What you should do:
Restate the entries below exactly, and keep all images out of the answer.

(Entries taken from a collection)
==============================

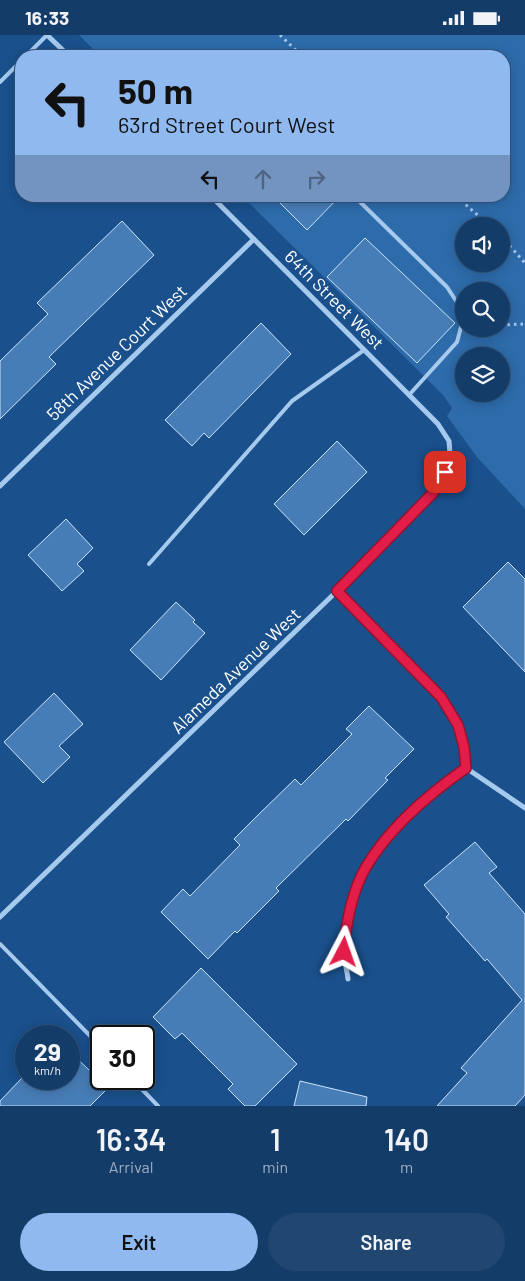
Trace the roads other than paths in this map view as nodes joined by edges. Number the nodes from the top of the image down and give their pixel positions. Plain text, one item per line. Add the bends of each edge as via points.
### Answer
1 (47, 35) edge
2 (32, 50) edge
3 (63, 50) edge
4 (15, 67) edge
5 (0, 82) edge
6 (217, 202) edge
7 (360, 202) edge
8 (254, 239) junction
9 (455, 300) edge
10 (458, 337) edge
11 (364, 350) junction
12 (409, 395) junction
13 (438, 425) joint
14 (0, 486) edge
15 (150, 564) dead end
16 (337, 591) junction
17 (466, 768) junction
18 (525, 808) edge
19 (0, 917) edge
20 (0, 944) edge
21 (348, 979) dead end
22 (90, 1036) edge
23 (143, 1090) edge
24 (158, 1106) edge

1 - 2 lane
1 - 3 street
4 - 5 lane
6 - 8 street, 64th Street West
7 - 9 lane via 447,287
8 - 11 street, 64th Street West
8 - 14 street, 58th Avenue Court West
10 - 12 lane
11 - 12 street, 64th Street West
11 - 15 lane via 292,401
12 - 13 street, 64th Street West
13 - 16 street, Alameda Avenue West via 449,441 450,454 445,472 433,493
16 - 17 street via 441,697 458,725
16 - 19 street, Alameda Avenue West
17 - 18 street
17 - 21 street via 408,816 365,869 352,899 345,928
20 - 22 lane
23 - 24 lane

==============================

Written reply:
Trace the roads other than paths in this map view as nodes joined by edges. Number the nodes from the top of the image down and give their pixel positions. Plain text, one item per line. Add the bends of each edge as via points.
### Answer
1 (47, 35) edge
2 (32, 50) edge
3 (63, 50) edge
4 (15, 67) edge
5 (0, 82) edge
6 (217, 202) edge
7 (360, 202) edge
8 (254, 239) junction
9 (455, 300) edge
10 (458, 337) edge
11 (364, 350) junction
12 (409, 395) junction
13 (438, 425) joint
14 (0, 486) edge
15 (150, 564) dead end
16 (337, 591) junction
17 (466, 768) junction
18 (525, 808) edge
19 (0, 917) edge
20 (0, 944) edge
21 (348, 979) dead end
22 (90, 1036) edge
23 (143, 1090) edge
24 (158, 1106) edge

1 - 2 lane
1 - 3 street
4 - 5 lane
6 - 8 street, 64th Street West
7 - 9 lane via 447,287
8 - 11 street, 64th Street West
8 - 14 street, 58th Avenue Court West
10 - 12 lane
11 - 12 street, 64th Street West
11 - 15 lane via 292,401
12 - 13 street, 64th Street West
13 - 16 street, Alameda Avenue West via 449,441 450,454 445,472 433,493
16 - 17 street via 441,697 458,725
16 - 19 street, Alameda Avenue West
17 - 18 street
17 - 21 street via 408,816 365,869 352,899 345,928
20 - 22 lane
23 - 24 lane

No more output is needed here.